La veste Collège inspirée de la Norfolk
C’est au milieu du XIXème siècle que le Duc de Norfolk passa commande d’un type de veste original spécialement conçu pour la pêche et la chasse au canard, laquelle nécessite une grande ampleur de mouvement afin de viser le gibier dans les airs. Celle-ci était dotée de deux poches côté à soufflet et d’une martingale permettant de marquer la taille, à la façon d’une saharienne, mais était en Harrys tweed et non en coton léger. Durant le dernier quart du XIXème siècle et le premier du XXème, ce type de veste – désormais appelé Norfolk – se répandit dans l’aristocratie et la bourgeoisie anglaises, pourvu de redingotes ou de ceintures, flottantes ou pas. On la portait le plus souvent avec un knickerbockers s’arrêtant au niveau des genoux (à ne pas confondre avec le pantalon de golf popularisé par Tintin). Lorsque celui-ci passa un peu de mode, à partir des années 30, on commença à porter la Norfolk avec des pantalons de velours ou des chinos, et plus près de nous avec un jean, mais toujours en tweed ou en laine épaisse, étoffes typiquement britanniques présentant de belles mains (plus de 500 grammes). Londres représentant alors le summum de l’élégance masculine, les élégants américains adoptèrent dès l’après-guerre les tweeds Donegal et Saxony écossais en remplacement de leurs habituelles laines peignées, notamment pour leurs vestes outdoor. L’influence anglaise gagna également les coupes, ajoutant la drap cut londonienne, aux épaules larges et à la taille marquée, à la sack suit américaine à la ligne plus floue et aux épaules naturelles. Durant la décennie prospère des années folles naquirent de nombreuses grandes fortunes américaines, pour lesquelles le vrai chic était indubitablement britannique, qui s’attachèrent à reprendre à leur compte les attributs de l’élite de la vieille Albion, et parmi ceux-ci la veste Norfolk, adaptée aux début des années 30 au mode de vie américain, qui l’accessoirisait de pantalon de flanelle.

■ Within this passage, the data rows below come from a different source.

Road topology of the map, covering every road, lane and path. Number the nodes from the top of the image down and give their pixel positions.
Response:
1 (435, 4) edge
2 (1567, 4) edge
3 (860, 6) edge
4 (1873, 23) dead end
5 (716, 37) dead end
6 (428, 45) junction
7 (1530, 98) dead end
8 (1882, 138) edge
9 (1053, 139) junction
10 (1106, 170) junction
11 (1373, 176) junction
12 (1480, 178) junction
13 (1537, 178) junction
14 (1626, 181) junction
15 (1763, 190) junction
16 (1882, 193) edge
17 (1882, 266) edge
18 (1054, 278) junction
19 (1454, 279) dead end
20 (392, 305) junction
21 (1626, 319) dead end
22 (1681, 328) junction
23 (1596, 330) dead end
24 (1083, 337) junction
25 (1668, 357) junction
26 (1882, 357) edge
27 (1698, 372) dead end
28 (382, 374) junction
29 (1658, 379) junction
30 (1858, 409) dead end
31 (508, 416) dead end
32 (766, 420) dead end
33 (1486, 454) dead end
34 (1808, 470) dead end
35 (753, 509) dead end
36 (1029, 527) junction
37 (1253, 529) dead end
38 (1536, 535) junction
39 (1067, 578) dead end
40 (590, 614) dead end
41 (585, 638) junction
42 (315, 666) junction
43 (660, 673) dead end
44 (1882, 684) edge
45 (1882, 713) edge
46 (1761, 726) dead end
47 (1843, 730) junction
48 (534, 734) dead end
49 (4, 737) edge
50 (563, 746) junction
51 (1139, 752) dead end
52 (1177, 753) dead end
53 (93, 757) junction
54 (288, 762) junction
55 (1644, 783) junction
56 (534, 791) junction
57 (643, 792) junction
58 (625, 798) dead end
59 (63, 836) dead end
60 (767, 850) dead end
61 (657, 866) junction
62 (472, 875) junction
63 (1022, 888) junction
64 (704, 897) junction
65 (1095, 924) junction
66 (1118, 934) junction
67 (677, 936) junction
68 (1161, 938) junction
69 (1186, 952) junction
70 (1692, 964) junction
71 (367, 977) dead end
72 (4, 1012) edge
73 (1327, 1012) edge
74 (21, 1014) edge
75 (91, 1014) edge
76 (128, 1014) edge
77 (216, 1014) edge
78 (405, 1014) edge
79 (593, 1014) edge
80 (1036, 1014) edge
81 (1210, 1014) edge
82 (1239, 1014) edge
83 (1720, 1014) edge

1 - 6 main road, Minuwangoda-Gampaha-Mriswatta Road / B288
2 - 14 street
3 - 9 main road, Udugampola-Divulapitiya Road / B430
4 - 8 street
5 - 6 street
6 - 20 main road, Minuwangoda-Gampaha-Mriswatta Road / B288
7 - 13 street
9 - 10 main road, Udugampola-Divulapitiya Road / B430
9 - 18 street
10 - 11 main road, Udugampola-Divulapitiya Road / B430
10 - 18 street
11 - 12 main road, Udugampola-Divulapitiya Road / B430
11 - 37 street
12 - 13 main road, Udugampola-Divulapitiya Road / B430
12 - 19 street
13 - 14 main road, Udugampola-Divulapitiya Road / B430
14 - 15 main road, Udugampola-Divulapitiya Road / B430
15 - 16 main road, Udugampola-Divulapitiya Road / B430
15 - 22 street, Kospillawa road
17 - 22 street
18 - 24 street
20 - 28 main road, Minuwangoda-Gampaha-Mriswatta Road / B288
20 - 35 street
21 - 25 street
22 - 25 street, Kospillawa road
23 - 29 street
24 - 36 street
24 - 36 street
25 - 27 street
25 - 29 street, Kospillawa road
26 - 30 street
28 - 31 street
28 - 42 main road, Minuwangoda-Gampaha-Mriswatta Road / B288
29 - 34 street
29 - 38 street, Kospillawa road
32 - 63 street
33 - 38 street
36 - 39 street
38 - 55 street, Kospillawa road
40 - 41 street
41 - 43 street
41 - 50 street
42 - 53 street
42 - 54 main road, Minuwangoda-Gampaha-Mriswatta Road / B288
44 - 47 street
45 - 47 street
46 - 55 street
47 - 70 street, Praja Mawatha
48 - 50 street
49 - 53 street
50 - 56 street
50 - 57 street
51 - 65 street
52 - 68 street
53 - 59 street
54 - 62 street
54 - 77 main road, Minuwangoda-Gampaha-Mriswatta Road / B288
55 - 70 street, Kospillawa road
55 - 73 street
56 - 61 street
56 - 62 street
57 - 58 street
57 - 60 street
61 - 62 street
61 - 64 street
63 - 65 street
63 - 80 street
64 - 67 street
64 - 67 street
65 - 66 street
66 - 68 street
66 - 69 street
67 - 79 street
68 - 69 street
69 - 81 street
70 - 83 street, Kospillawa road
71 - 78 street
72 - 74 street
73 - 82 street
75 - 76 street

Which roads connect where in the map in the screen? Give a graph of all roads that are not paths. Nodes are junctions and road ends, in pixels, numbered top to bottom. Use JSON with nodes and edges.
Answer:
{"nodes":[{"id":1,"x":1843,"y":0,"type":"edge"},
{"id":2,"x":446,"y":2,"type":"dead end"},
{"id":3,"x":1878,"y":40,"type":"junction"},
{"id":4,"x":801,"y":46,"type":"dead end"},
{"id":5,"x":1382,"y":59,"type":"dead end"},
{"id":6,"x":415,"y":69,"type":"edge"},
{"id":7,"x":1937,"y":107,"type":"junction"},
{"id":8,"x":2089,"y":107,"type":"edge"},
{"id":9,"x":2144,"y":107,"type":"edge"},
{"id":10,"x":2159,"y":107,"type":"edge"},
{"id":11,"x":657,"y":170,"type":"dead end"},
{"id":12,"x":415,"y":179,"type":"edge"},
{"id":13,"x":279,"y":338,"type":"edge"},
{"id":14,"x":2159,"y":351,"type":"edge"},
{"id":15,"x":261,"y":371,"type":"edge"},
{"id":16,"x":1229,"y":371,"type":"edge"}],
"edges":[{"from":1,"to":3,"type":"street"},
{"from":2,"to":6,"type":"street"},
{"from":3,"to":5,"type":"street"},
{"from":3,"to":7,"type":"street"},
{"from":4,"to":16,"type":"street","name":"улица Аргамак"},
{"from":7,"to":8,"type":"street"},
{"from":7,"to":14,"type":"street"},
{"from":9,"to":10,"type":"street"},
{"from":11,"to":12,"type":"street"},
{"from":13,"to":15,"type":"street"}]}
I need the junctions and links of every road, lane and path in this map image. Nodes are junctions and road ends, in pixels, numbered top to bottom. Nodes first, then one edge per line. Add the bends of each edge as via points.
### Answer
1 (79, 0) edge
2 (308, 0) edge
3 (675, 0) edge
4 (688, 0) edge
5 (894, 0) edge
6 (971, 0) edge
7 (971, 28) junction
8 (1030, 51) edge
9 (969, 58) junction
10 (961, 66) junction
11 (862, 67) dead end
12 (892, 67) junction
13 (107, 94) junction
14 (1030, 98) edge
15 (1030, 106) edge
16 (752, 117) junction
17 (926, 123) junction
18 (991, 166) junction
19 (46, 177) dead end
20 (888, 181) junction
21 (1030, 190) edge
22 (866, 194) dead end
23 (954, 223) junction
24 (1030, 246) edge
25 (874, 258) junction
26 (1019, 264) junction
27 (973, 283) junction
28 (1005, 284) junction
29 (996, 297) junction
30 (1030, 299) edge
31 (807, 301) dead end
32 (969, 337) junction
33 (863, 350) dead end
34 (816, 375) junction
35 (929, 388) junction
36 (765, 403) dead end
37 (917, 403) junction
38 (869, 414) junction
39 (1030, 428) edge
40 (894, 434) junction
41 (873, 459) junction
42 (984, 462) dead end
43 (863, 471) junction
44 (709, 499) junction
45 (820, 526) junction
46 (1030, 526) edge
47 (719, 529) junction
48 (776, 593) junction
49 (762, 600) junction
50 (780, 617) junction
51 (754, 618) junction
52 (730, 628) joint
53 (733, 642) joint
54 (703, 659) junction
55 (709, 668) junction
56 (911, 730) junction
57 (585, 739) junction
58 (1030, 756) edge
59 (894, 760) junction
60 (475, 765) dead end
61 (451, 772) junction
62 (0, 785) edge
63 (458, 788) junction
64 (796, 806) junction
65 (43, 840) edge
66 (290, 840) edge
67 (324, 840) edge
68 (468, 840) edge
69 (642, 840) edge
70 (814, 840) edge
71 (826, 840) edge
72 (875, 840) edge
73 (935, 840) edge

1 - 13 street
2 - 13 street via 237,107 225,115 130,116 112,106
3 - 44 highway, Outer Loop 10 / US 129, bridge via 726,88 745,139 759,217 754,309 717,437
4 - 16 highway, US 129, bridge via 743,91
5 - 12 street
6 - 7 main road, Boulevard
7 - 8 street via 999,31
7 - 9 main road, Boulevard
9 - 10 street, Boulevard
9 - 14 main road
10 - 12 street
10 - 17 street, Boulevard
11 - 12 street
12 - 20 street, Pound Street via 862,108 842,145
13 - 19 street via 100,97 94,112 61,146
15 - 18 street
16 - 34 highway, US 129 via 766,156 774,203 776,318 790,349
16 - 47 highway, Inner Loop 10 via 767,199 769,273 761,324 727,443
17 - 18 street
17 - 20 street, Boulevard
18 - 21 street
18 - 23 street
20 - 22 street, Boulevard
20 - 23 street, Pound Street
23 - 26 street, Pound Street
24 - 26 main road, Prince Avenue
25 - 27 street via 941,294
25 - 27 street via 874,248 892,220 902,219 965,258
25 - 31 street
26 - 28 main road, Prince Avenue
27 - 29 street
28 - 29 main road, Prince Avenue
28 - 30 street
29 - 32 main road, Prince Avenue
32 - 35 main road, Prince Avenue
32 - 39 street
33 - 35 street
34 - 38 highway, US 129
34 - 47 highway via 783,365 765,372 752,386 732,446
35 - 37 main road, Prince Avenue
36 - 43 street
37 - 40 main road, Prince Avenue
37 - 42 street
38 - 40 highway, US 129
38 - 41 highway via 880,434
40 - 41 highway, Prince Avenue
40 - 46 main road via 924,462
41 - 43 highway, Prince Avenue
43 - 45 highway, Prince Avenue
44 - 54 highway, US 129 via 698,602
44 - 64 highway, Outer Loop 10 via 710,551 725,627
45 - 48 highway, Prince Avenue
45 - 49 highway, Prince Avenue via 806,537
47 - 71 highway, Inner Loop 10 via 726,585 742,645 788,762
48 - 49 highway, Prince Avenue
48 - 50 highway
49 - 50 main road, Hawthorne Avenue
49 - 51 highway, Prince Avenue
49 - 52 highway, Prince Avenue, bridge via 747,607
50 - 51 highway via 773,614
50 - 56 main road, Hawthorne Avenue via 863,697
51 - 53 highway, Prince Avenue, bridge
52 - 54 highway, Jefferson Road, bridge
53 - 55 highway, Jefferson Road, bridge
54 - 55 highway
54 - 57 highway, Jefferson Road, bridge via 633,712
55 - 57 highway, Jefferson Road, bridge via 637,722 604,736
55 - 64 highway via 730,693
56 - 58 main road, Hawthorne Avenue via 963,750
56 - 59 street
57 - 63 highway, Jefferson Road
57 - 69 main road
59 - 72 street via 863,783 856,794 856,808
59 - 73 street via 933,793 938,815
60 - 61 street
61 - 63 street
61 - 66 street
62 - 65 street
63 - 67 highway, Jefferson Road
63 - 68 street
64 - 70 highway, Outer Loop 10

Adoptée par les dandys d’outre-Atlantique, et dans leur foulée par l’élite du pays, la veste sport ne tarda pas à se développer. Parmi ses premiers utilisateurs il convient de noter les deux parangons d’élégance de l’époque, Anthony Drexel Biddle et William Rhinelander Stewart, dont les tenues étaient déjà commentées par les échotiers avant d’être reproduites par la bonne société, qui instaurèrent le port de la veste sport comme Brummell avait en son temps imposé celui du costume masculin à la cour de George IV. Aucune surprise donc à ce que les étudiants de l’Ivy League, rejetons de la meilleure société – et des plus grandes fortunes – du pays, élevés dans le respect des bonnes manières et du must-have, adoptassent la veste sport dès le milieu des années 20. Epousant leur style, les élégants américains élirent celle-ci à leur tour, en faisant rapidement l’expression du chic décontracté.